Unter Kompatibilität verstehe ich z. B.:
Beste Wuchsbedingung nur bei schnelllöslichen, nicht hofeigenen Düngemitteln,
Der Pflanze ist es absolut egal, woher der Dünger kommt und ob er organisch oder mineralisch zugeführt wurde.
Dass Hochleistungssorten einen erhöhten Bedarf haben, ist selbstverständlich. Von nix kommt auch nix.
Schnelllöslich muss er auch nicht sein, sondern zu bestimmten Zeitpunkten in bestimmten Konzentrationen vorliegen. Und das ist mit Salzen viel einfacher durchführbar.
Aber du kannst auch schon im März deinen Kompost untergraben, damit die Nährstoffe im Mai, wenn du deine Tomaten setzt, verfügbar sind. Wo ist das Problem?

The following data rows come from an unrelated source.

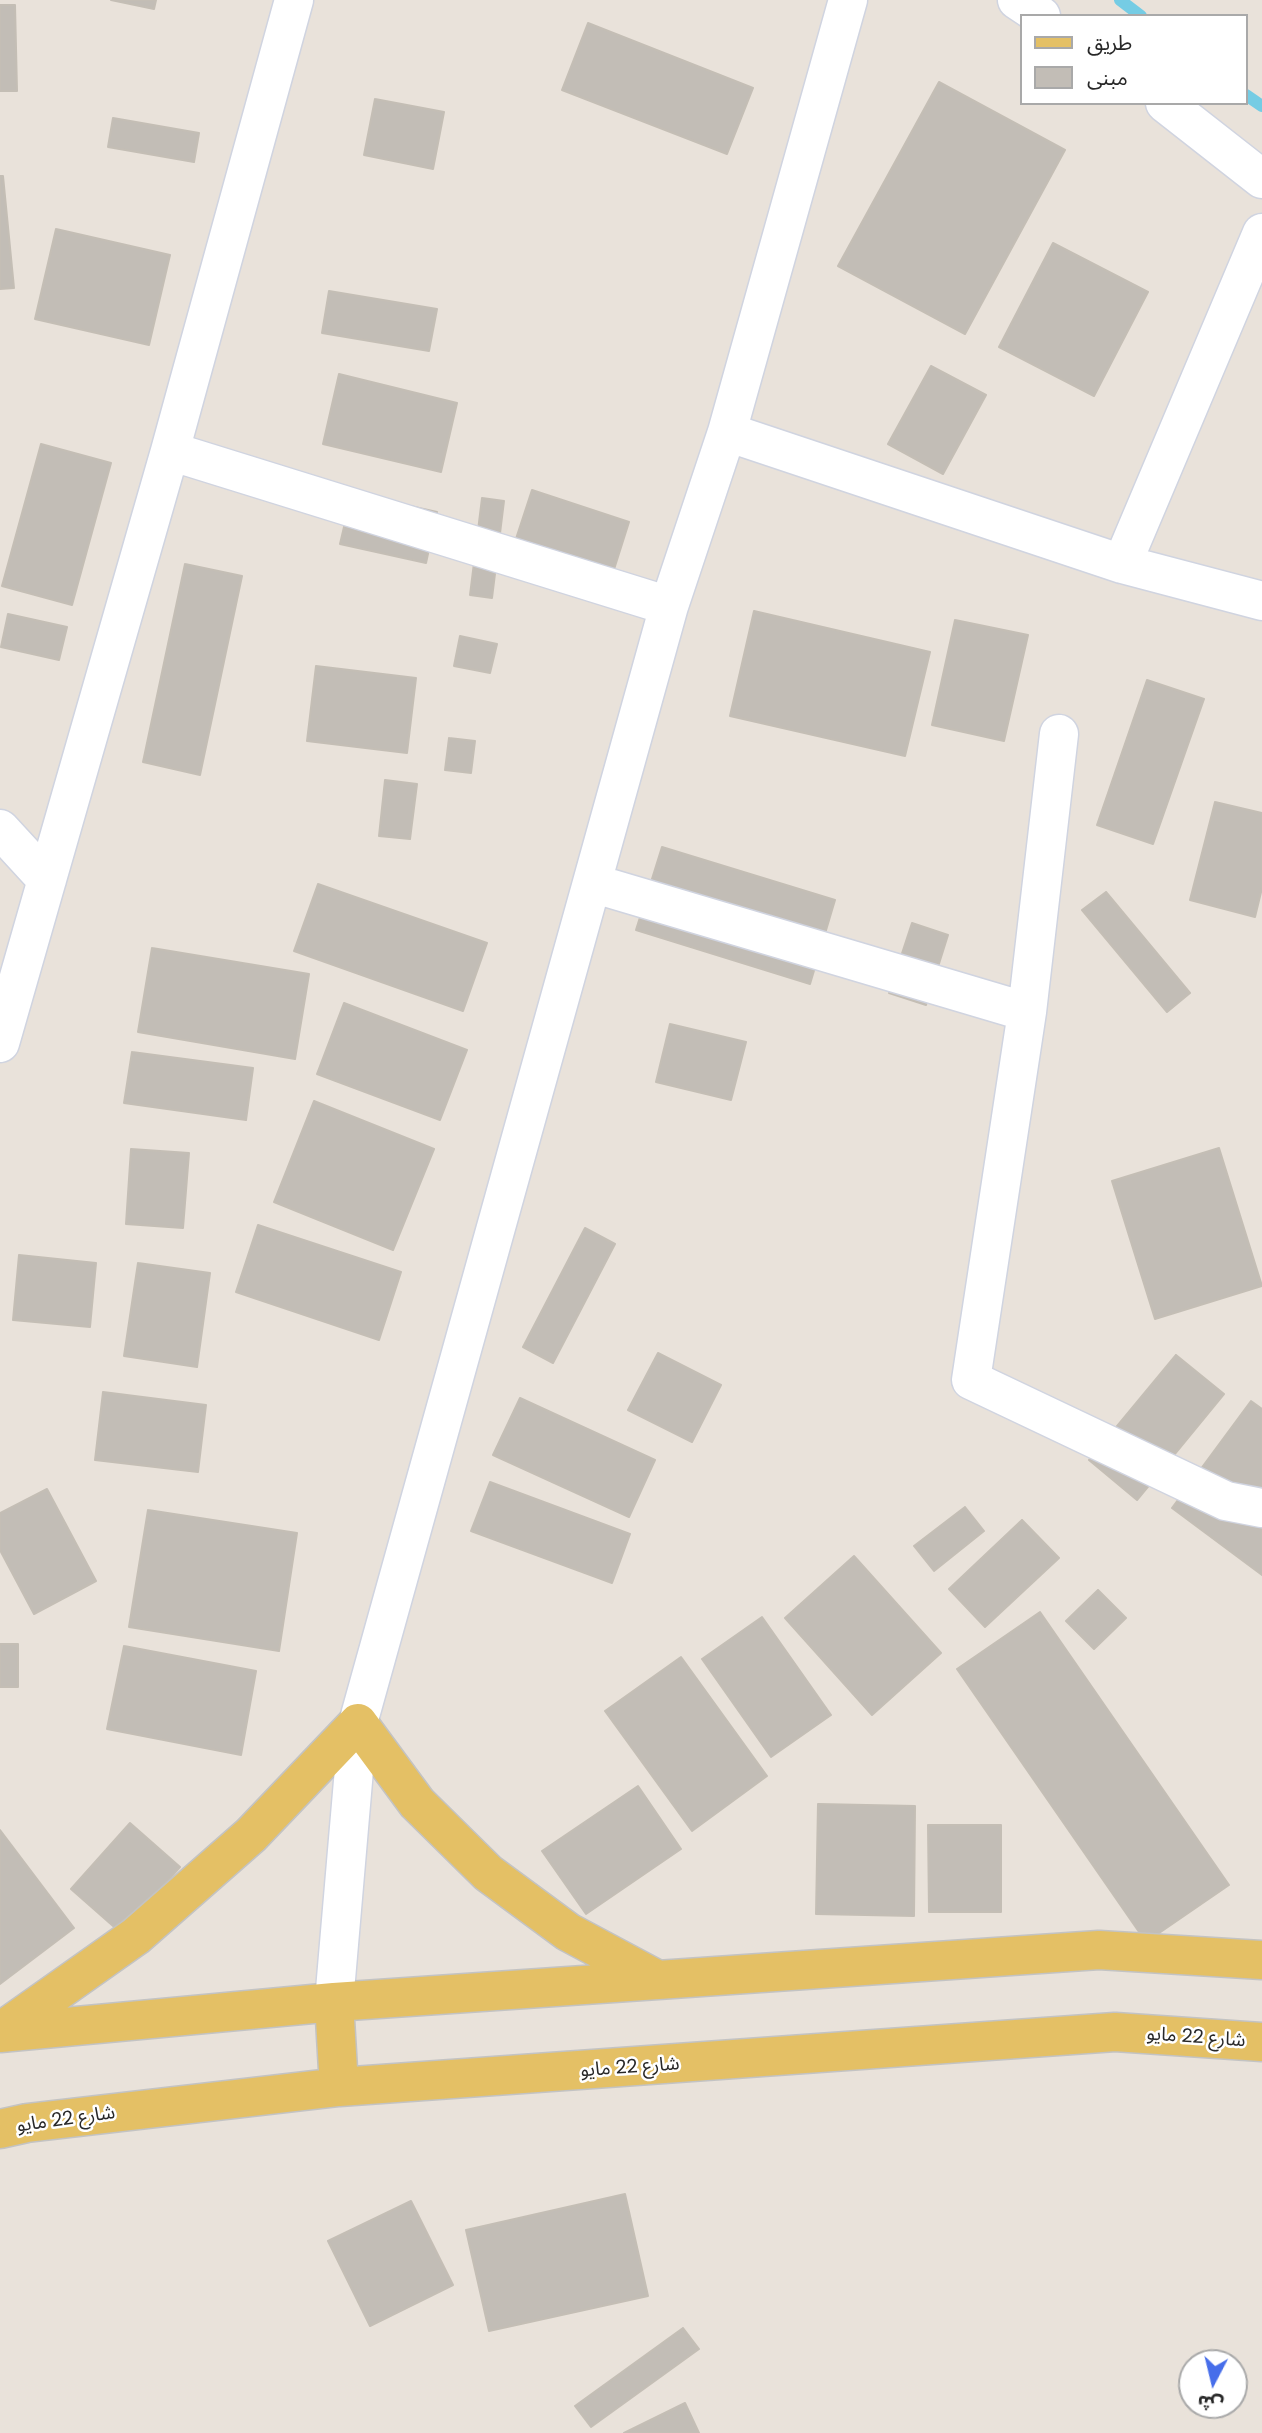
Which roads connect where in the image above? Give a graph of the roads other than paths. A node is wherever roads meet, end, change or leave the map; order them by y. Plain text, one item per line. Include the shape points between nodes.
1 (294, 0) edge
2 (848, 0) edge
3 (1017, 0) edge
4 (1038, 14) edge
5 (1168, 105) edge
6 (1262, 179) edge
7 (1262, 233) edge
8 (727, 432) junction
9 (170, 451) junction
10 (1122, 564) junction
11 (1262, 601) edge
12 (669, 606) junction
13 (1059, 734) dead end
14 (0, 829) edge
15 (47, 880) junction
16 (592, 883) junction
17 (1027, 1012) junction
18 (0, 1043) edge
19 (1262, 1507) edge
20 (358, 1723) junction
21 (1262, 1960) edge
22 (656, 1979) junction
23 (334, 2002) junction
24 (0, 2033) edge
25 (1262, 2042) edge
26 (339, 2087) junction
27 (0, 2129) edge

1 - 9 street
2 - 8 street
3 - 4 street
5 - 6 street
7 - 10 street
8 - 10 street
8 - 12 street
9 - 12 street
9 - 15 street
10 - 11 street
12 - 16 street
13 - 17 street
14 - 15 street
15 - 18 street
16 - 17 street
16 - 20 street
17 - 19 street via 971,1380 1226,1501
20 - 22 main road via 417,1803 488,1873 568,1932
20 - 23 street
20 - 24 main road via 251,1835 136,1936
21 - 22 main road via 1099,1950
22 - 23 main road
23 - 24 main road
23 - 26 main road
25 - 26 main road, شارع 22 مايو via 1115,2032
26 - 27 main road, شارع 22 مايو

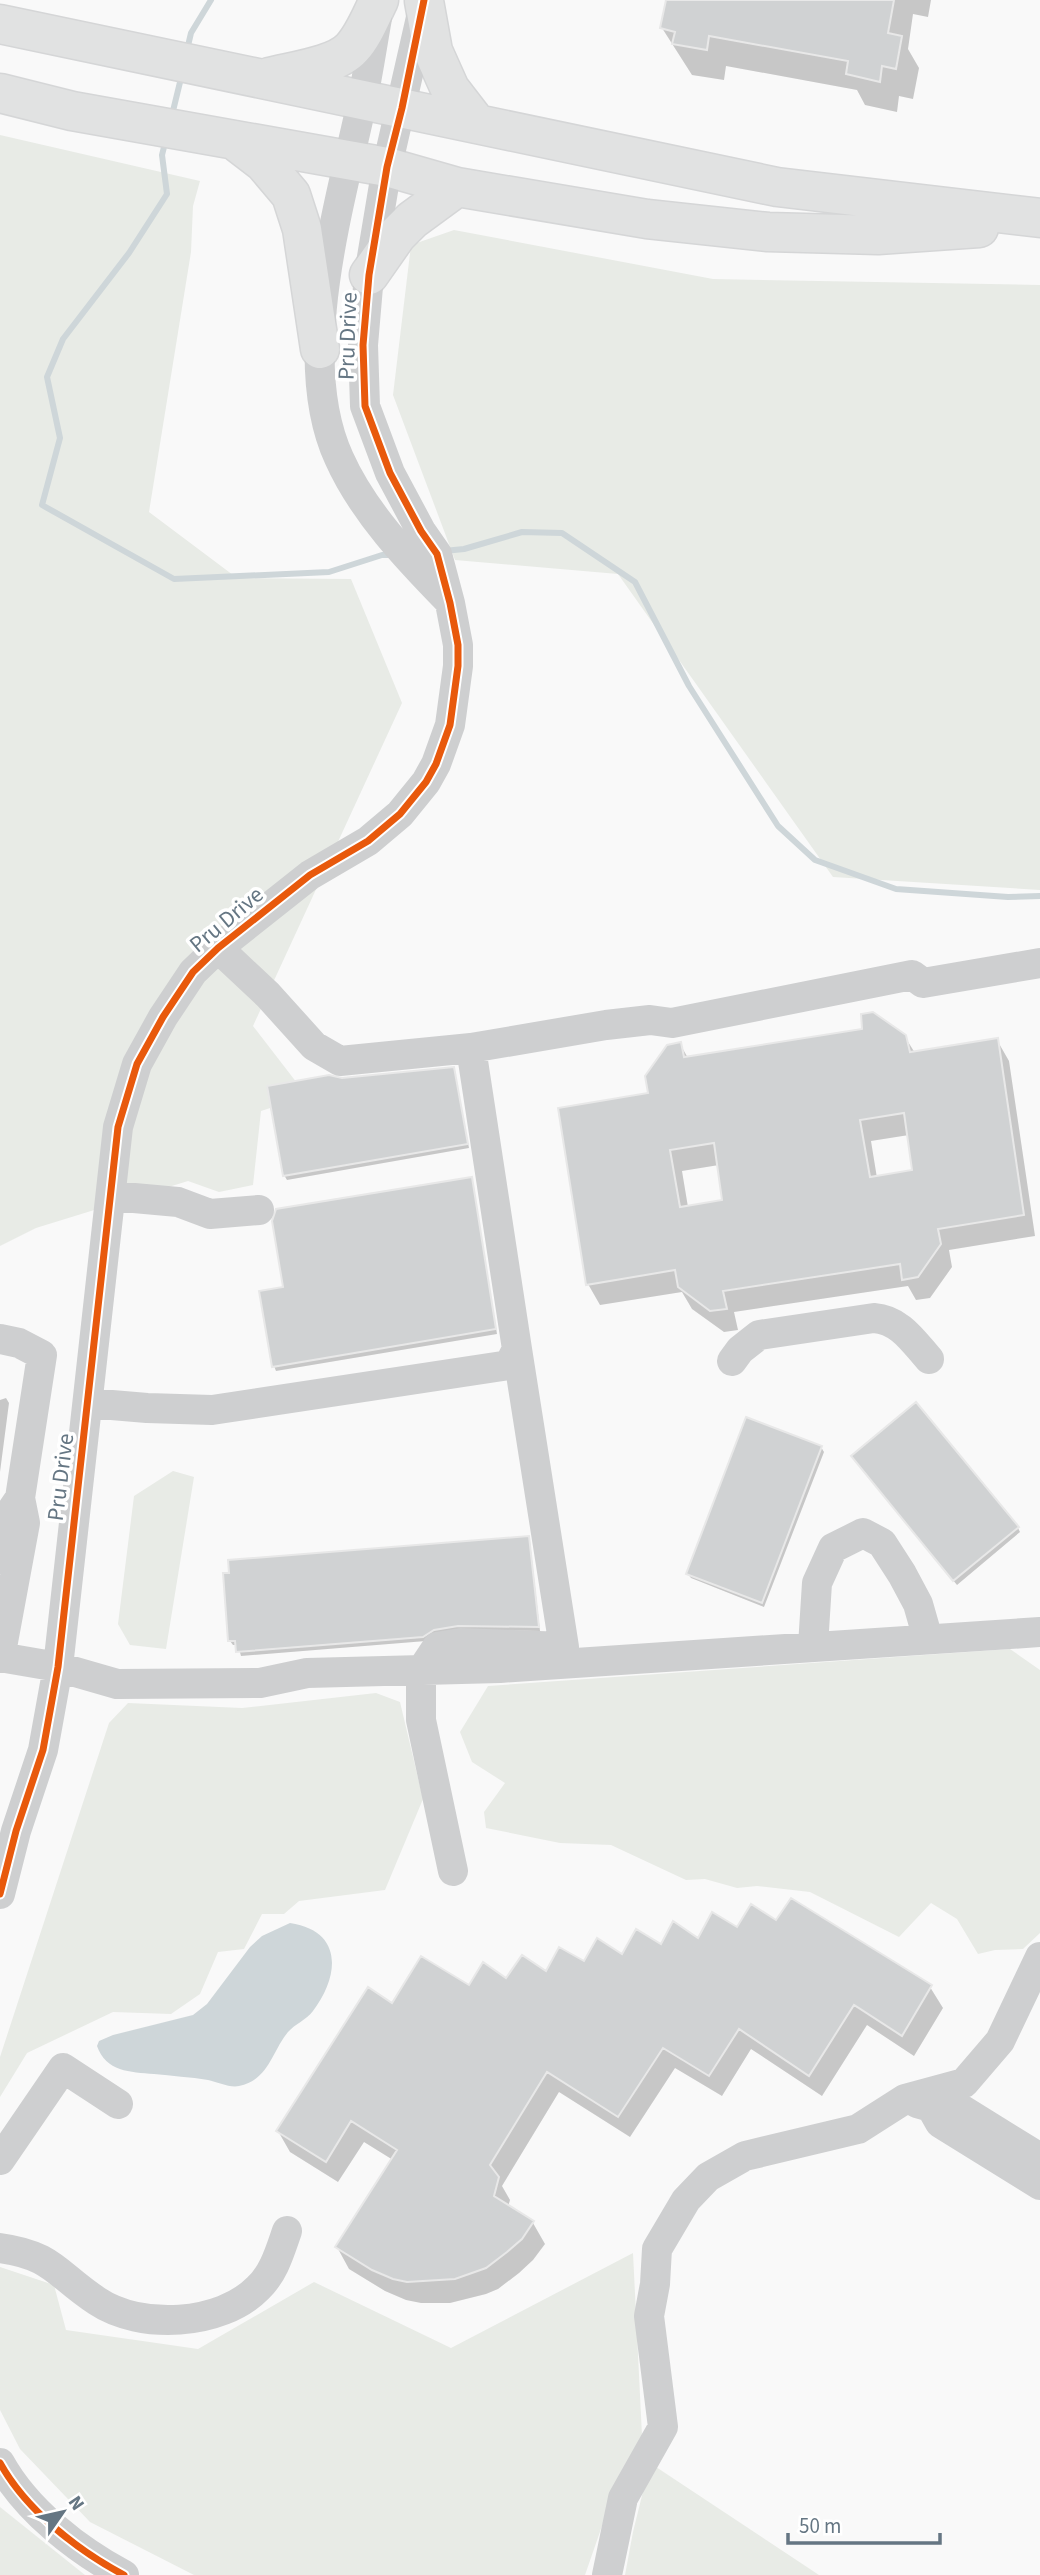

halmverkürzende Mittel bei Getreide,
Das will der Bauer so haben. Muss aber nicht sein.
für Gen-Saat: roundup-resistente Sorten,
auch hier: das will der Anbauer haben. Erleichtert seine Arbeit und er muss nur noch selten durch die Kultur fahren.
Ist es denn von Vorteil, dass man mechanisch 5 mal häufiger durch die Kultur muss? Was ist mit Bodenverdichtung? Was mit Schadstoffausstoß?
Ein Großbauer, der sagen wir mal 500ha bewirtschaftet, spart eine ganze Menge Diesel und Zeit, wenn er seltener über die Kultur muss. Schon ein Mal weniger macht viel mehr aus, als viele meinen.
Ein weiteres Argument gegen Hybridsaatgut:
Durch die Homogenität der Pflanzen kann auch ein erhöhter Krankheits- und Schädlingsdruck entstehen.
KANN! Ja, das gibt's bei jeder Monokultur. Aber meinst du die Möhrenfliege interessiert es, ob die Pflanzen aus der F1-Züchtung kommen oder samenfest sind? Ob du 10 Sorten anbaust oder nur eine?
Phytophthora ist es auch wurst, wie alt die Sorte ist und wie schön sie aussieht. Wenn eine Affinität besteht, wird befallen. Fertig.
Und Resistenzen gibt's bei alten Sorten viel seltener als bei neuen.
Sortenverarmung und damit Zerstörung der Züchtungsgrundlage durch die vermeintlichen 'Supersorten'.
Warum ist es eine Sortenverarmung, wenn Züchter XY eine neue Sorte auf den Markt bringt? Erhöht es denn nicht die Vielfalt?
Du hast doch die Auswahl an
mehr Sorten! Und niemand zwingt dich etws zu kaufen, wenn du nicht willst.
Und der profesionelle Anbauer setzt aus gutem Grund nur auf paar wenige (oder nur eine) Sorten pro Art. Er wählt die, mit denen/der er am besten klarkommt und die gute Erträge liefert.
Oder soll jeder Tomatenanbauer mindestens 50 verschiedene Sorten anbauen, mit 40 davon Probleme haben und nach zwei Jahren Konkurs anmelden?
F1 ist vor allem für den Profi da. Wer nicht versteht, dass dieser ordentlich wirtschaften und mit einem spitzen Bleistift rechnen muss, hat von der Materie keine Ahnung. Wir reden hier von Leuten, die das nicht aus Spaß machen! Die wollen/müssen davon leben!